## Your task
Report every line of the records below that includes the string "یعقوب".

Data entries:
☆ ☆ ☆ ☆ ☆ ☆ ☆
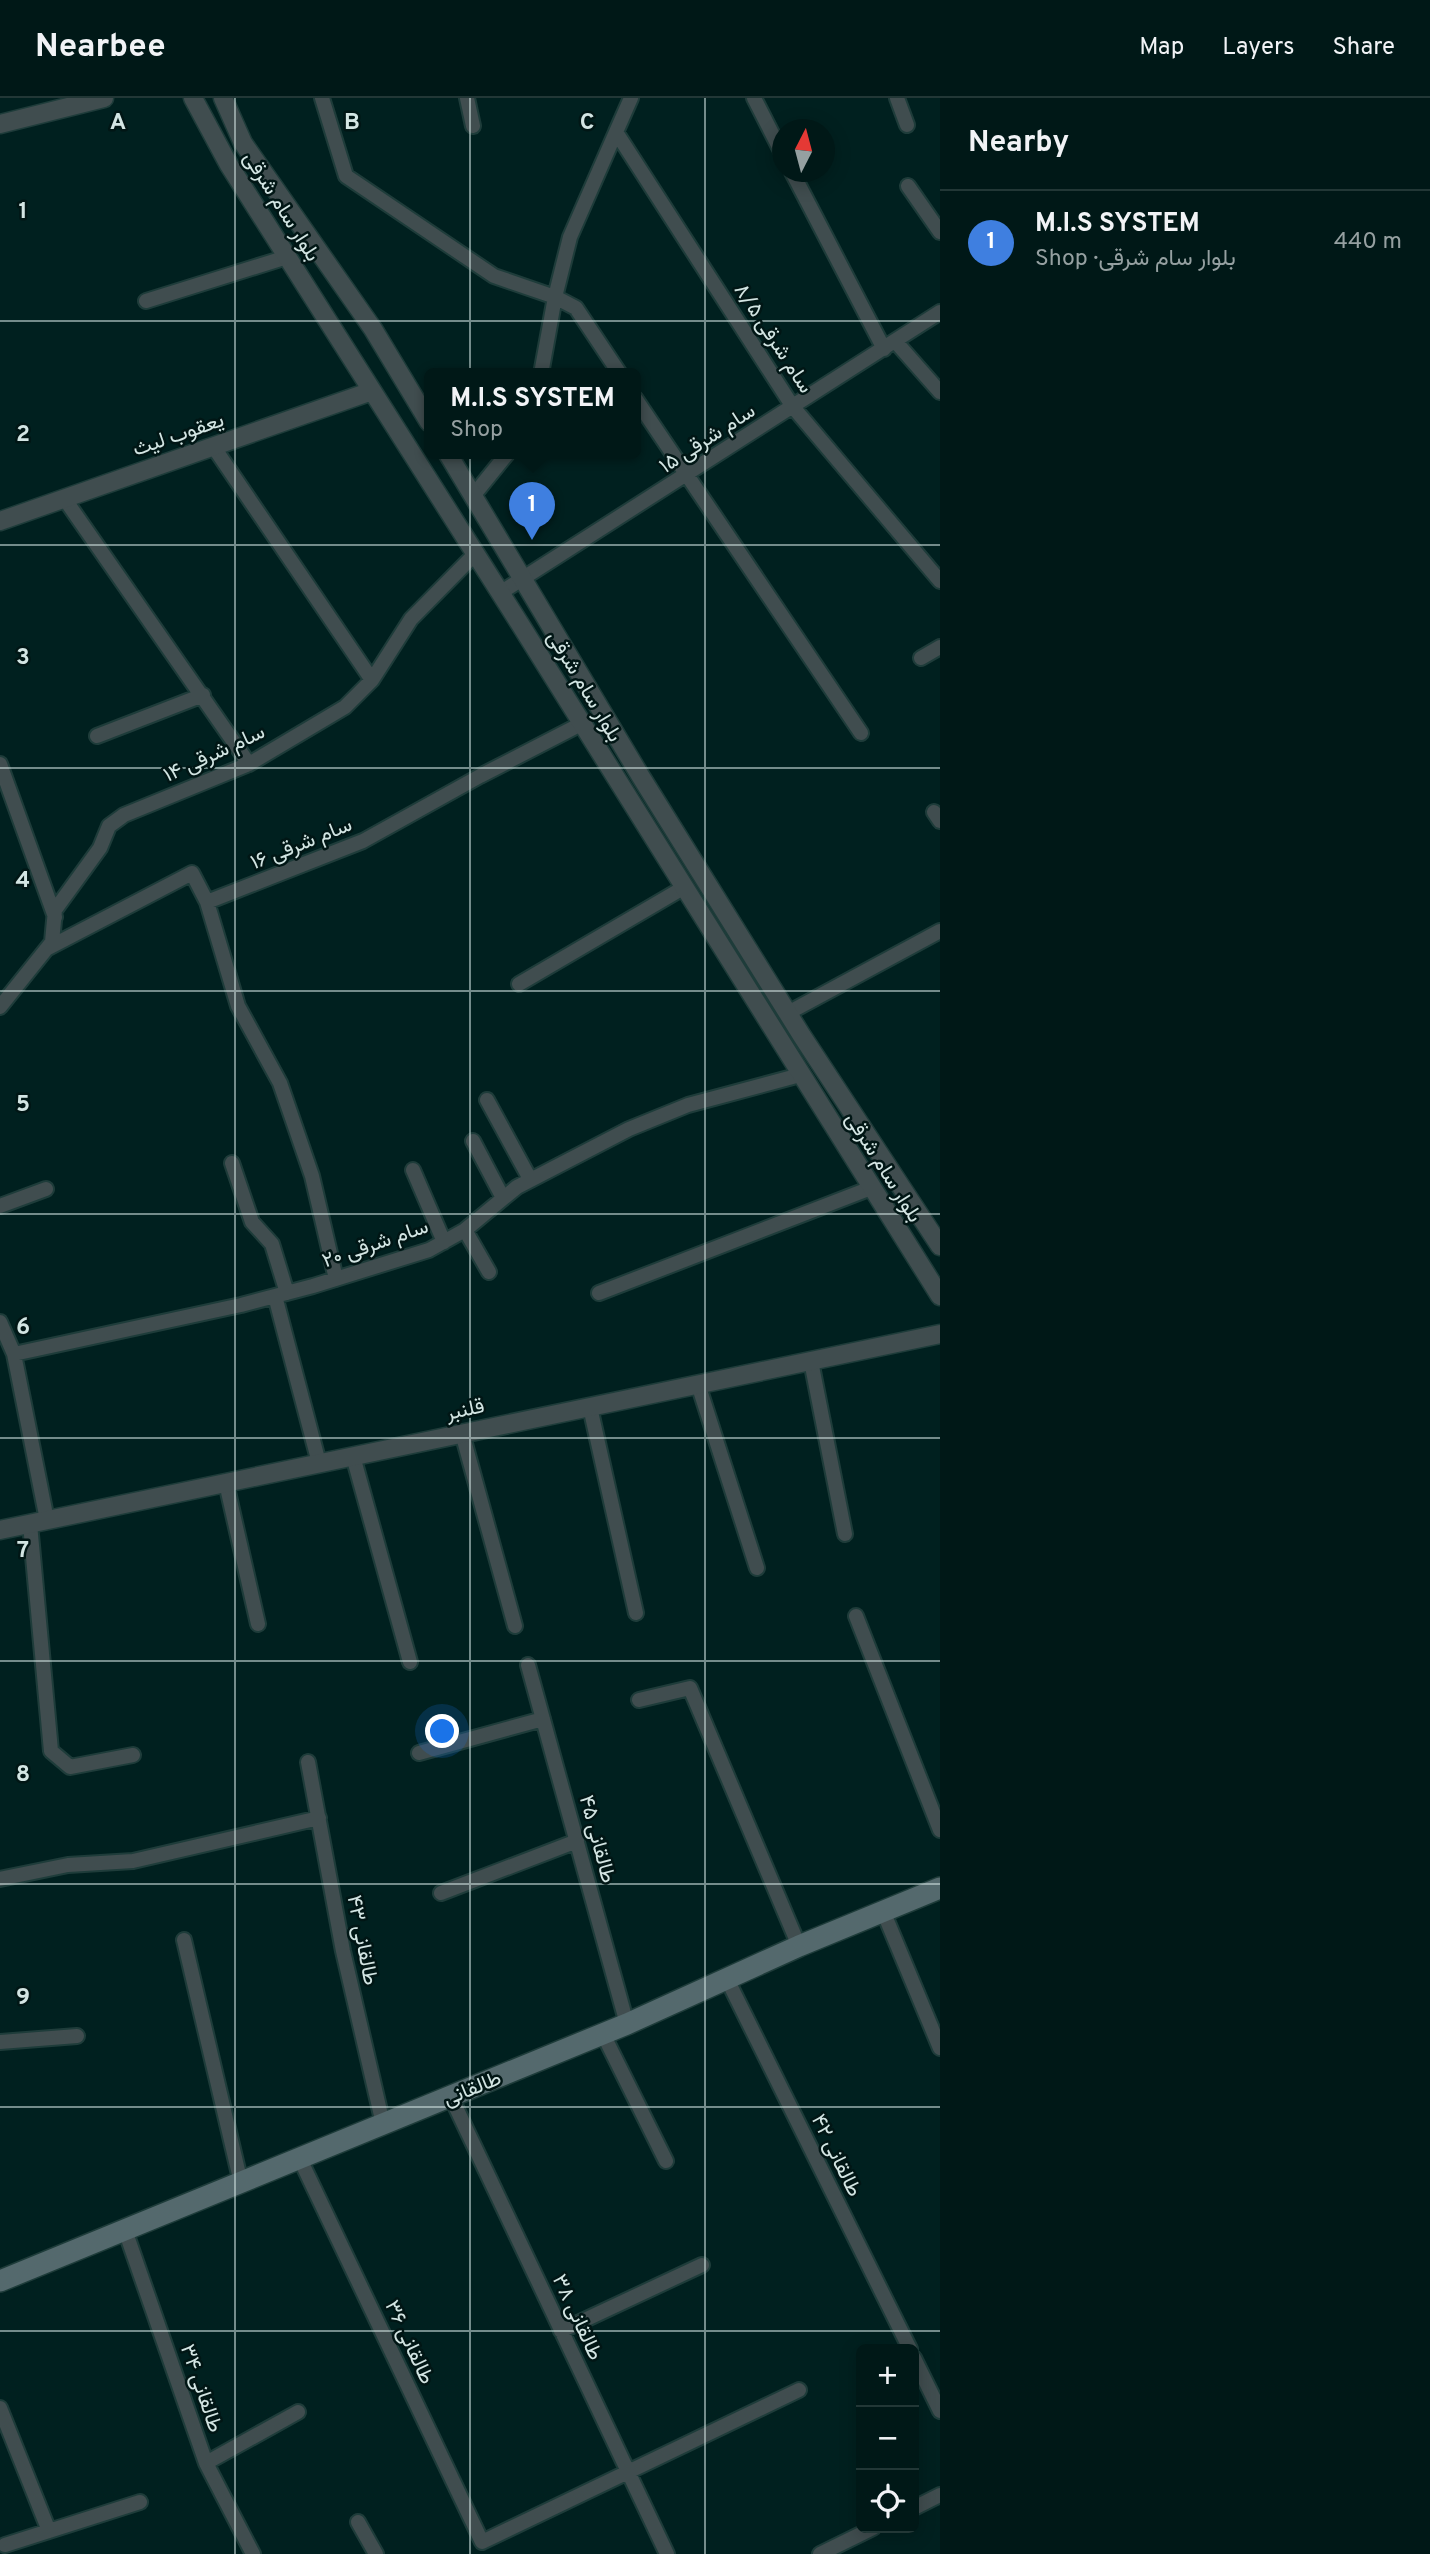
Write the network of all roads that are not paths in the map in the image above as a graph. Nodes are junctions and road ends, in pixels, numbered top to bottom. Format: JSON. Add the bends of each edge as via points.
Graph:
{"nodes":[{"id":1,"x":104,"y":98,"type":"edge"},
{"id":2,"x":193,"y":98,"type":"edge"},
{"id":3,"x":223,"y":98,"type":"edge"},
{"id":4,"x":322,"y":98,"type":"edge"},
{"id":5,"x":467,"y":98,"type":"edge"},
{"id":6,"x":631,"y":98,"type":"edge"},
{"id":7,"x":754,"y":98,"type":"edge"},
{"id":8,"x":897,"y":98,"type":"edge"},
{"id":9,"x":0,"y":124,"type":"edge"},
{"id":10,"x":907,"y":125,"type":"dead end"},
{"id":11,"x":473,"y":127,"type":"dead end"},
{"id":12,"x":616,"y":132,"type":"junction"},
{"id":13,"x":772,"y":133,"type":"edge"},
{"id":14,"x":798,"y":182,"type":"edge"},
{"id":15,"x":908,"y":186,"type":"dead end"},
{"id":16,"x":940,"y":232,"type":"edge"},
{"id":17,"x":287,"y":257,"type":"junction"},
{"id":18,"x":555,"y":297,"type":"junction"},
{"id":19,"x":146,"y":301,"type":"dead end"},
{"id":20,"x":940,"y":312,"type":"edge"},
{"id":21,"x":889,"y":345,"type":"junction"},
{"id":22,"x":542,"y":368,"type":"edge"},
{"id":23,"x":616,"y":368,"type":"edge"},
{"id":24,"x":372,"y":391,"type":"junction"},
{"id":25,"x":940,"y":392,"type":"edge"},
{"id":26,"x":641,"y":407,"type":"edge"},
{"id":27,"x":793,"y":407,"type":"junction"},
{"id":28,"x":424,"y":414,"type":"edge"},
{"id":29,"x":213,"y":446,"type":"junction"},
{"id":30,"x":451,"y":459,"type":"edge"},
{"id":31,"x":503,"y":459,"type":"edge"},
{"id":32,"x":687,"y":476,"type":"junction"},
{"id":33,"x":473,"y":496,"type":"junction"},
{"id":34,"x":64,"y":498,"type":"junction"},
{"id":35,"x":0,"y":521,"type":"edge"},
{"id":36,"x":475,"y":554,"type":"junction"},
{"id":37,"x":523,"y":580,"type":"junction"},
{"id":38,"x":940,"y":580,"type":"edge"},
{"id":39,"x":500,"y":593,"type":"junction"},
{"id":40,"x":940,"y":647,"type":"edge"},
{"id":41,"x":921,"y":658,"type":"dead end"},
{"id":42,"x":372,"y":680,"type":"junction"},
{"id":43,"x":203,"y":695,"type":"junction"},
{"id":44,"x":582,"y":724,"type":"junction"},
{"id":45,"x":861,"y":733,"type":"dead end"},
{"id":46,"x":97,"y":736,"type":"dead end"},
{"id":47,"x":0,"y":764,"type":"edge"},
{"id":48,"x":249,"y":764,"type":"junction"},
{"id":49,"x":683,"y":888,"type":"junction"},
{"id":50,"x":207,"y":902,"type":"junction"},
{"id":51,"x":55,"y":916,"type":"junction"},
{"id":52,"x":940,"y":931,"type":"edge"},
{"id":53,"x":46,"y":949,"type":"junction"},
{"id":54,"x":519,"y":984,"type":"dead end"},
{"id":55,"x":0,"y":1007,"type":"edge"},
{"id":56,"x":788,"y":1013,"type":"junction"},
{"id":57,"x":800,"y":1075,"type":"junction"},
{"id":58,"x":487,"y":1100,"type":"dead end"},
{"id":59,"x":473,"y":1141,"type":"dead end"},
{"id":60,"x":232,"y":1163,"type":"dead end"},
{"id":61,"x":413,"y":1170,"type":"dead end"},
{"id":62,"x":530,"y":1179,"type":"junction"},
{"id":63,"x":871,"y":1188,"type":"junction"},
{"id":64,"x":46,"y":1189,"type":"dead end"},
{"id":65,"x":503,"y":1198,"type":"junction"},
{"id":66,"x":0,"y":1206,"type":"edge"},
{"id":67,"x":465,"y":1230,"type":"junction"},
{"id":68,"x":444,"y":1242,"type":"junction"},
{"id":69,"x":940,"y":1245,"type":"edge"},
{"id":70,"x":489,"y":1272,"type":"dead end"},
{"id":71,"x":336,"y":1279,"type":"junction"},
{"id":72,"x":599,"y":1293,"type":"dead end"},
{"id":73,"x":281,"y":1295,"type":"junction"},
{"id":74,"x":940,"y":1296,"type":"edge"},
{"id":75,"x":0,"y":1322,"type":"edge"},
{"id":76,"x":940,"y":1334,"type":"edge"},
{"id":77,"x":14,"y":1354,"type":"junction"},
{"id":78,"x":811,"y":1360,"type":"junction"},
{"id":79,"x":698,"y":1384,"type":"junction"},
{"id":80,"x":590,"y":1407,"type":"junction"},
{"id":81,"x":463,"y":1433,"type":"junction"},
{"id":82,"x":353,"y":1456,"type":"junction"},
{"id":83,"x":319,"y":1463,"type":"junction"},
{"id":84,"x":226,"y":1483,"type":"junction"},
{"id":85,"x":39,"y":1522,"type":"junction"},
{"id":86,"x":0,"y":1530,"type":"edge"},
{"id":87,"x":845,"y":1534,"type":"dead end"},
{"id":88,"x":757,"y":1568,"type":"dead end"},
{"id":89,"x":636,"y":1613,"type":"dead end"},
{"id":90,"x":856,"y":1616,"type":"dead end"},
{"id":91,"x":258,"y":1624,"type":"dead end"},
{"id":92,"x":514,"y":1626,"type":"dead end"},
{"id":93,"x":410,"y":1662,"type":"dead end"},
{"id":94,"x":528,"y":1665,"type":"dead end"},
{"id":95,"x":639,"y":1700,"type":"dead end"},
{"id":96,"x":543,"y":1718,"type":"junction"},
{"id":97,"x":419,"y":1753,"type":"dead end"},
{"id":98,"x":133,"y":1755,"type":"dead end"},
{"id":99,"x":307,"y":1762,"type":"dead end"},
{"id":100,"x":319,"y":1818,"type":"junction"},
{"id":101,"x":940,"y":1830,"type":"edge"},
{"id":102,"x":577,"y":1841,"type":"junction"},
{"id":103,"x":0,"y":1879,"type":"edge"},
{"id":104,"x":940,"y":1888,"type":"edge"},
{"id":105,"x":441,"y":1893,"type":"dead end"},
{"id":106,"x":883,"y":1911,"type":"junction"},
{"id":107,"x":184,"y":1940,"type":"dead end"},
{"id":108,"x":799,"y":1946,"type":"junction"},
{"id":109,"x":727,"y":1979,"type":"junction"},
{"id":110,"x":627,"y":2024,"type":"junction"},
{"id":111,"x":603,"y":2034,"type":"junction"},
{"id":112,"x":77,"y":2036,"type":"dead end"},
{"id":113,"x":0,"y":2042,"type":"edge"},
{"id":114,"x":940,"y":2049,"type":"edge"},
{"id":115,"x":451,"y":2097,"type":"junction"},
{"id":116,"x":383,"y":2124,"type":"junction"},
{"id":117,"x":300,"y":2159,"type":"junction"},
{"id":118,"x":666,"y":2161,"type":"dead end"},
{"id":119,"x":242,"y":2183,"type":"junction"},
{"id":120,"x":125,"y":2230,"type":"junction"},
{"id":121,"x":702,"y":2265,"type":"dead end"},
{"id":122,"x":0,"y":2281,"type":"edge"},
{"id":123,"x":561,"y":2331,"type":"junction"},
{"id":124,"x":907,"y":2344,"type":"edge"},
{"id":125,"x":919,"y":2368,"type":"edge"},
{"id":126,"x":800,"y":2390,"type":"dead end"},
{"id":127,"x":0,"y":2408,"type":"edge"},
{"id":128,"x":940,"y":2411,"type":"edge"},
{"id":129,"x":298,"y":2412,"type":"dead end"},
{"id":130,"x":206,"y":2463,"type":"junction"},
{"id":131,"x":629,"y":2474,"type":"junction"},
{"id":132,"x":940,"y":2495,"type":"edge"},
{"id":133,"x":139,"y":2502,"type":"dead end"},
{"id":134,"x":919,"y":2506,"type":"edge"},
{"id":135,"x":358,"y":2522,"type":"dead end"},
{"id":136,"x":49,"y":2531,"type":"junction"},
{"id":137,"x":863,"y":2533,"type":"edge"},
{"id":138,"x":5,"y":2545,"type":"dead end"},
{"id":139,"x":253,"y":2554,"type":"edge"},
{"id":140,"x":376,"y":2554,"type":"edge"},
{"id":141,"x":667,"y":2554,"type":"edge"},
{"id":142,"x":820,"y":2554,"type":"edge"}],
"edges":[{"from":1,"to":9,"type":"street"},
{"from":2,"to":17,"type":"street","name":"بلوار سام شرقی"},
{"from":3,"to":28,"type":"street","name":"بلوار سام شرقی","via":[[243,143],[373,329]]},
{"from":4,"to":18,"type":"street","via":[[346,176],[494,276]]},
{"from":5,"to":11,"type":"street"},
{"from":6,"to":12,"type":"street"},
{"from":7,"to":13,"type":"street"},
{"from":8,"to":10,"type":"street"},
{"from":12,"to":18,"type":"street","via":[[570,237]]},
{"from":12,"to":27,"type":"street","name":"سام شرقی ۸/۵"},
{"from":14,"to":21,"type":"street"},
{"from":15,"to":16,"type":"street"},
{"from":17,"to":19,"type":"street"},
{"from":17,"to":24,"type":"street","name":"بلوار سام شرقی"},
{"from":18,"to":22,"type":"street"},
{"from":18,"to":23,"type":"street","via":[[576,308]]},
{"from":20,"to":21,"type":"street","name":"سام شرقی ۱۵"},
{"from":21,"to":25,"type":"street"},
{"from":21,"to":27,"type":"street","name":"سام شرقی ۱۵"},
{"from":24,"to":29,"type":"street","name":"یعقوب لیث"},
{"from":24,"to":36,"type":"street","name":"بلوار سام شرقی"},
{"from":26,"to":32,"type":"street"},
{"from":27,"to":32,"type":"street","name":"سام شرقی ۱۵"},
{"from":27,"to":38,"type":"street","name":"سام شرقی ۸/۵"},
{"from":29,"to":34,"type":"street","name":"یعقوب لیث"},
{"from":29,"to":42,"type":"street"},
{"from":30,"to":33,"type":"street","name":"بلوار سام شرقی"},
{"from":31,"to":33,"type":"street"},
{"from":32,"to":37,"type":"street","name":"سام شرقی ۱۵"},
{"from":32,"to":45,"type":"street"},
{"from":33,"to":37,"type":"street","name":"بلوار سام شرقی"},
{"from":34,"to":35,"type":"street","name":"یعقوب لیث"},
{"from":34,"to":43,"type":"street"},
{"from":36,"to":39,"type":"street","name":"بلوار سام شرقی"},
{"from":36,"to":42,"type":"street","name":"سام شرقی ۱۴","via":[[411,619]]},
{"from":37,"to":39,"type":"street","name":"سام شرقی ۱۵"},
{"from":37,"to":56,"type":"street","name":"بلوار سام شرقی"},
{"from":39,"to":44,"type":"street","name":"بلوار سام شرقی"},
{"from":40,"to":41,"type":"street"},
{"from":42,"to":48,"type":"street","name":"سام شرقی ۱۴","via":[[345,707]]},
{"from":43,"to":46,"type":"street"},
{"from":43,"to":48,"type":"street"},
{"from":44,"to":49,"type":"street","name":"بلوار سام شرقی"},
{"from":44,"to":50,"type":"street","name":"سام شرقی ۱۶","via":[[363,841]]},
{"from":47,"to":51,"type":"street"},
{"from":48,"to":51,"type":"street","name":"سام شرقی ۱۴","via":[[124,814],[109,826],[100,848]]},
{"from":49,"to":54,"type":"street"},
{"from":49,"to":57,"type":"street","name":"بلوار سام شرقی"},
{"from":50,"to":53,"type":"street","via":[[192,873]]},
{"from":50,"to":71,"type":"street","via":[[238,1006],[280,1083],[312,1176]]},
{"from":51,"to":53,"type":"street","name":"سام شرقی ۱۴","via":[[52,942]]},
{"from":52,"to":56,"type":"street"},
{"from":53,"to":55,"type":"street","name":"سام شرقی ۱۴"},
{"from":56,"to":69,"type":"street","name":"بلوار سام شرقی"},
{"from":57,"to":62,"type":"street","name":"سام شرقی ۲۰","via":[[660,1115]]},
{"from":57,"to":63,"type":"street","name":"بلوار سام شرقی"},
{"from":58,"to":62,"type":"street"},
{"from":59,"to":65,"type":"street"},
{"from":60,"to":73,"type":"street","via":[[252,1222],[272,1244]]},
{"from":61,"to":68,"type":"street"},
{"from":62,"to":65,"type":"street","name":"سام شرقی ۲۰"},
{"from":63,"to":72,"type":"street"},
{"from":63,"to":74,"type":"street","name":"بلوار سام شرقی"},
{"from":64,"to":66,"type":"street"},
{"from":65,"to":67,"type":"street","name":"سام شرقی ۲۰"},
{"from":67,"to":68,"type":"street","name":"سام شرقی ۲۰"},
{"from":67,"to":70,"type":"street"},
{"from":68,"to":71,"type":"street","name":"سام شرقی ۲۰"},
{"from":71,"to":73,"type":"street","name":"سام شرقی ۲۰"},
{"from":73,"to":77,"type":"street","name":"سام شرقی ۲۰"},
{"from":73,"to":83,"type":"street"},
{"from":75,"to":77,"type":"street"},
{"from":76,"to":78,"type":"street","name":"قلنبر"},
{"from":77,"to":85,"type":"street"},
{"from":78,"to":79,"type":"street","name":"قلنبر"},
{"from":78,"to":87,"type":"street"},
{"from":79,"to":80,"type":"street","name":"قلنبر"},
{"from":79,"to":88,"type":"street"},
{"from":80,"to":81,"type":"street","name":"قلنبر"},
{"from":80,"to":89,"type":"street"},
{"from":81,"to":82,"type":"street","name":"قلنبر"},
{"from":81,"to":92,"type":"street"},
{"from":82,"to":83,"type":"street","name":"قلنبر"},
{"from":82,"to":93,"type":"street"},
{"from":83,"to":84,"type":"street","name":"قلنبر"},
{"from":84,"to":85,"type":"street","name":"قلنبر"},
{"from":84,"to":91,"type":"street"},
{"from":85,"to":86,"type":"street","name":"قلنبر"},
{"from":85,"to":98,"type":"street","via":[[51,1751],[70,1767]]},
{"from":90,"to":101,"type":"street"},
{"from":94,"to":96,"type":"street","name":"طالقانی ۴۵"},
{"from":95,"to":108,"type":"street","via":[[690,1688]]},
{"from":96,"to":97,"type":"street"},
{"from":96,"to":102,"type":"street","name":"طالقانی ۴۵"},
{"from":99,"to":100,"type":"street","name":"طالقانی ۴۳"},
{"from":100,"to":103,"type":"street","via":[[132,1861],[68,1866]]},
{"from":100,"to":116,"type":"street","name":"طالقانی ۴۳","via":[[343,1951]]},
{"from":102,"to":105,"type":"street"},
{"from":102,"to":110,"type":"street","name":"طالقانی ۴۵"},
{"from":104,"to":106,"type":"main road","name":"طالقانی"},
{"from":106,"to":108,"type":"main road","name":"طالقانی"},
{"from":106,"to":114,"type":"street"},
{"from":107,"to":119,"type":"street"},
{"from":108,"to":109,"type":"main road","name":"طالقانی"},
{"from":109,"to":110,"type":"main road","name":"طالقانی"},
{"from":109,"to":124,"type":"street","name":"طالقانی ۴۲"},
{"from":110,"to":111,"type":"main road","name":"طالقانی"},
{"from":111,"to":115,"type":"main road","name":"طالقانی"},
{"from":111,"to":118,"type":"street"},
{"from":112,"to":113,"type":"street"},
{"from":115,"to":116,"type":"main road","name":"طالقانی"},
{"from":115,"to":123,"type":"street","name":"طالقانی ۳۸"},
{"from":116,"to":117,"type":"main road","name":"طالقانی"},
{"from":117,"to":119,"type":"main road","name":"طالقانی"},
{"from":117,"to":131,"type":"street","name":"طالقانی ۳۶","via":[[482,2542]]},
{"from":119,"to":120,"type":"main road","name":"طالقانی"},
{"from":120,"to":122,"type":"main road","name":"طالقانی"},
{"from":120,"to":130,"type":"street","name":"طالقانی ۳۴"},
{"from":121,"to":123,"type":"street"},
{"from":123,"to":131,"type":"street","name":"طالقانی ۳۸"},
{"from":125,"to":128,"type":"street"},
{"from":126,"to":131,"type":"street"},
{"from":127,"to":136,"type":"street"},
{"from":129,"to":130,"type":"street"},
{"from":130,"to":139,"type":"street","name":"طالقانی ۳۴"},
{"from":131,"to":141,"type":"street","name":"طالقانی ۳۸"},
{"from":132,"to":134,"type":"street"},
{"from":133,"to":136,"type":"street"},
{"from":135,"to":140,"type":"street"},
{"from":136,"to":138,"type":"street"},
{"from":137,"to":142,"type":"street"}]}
☆ ☆ ☆ ☆ ☆ ☆ ☆
## Response for this exercise
{"from":24,"to":29,"type":"street","name":"یعقوب لیث"},
{"from":29,"to":34,"type":"street","name":"یعقوب لیث"},
{"from":34,"to":35,"type":"street","name":"یعقوب لیث"},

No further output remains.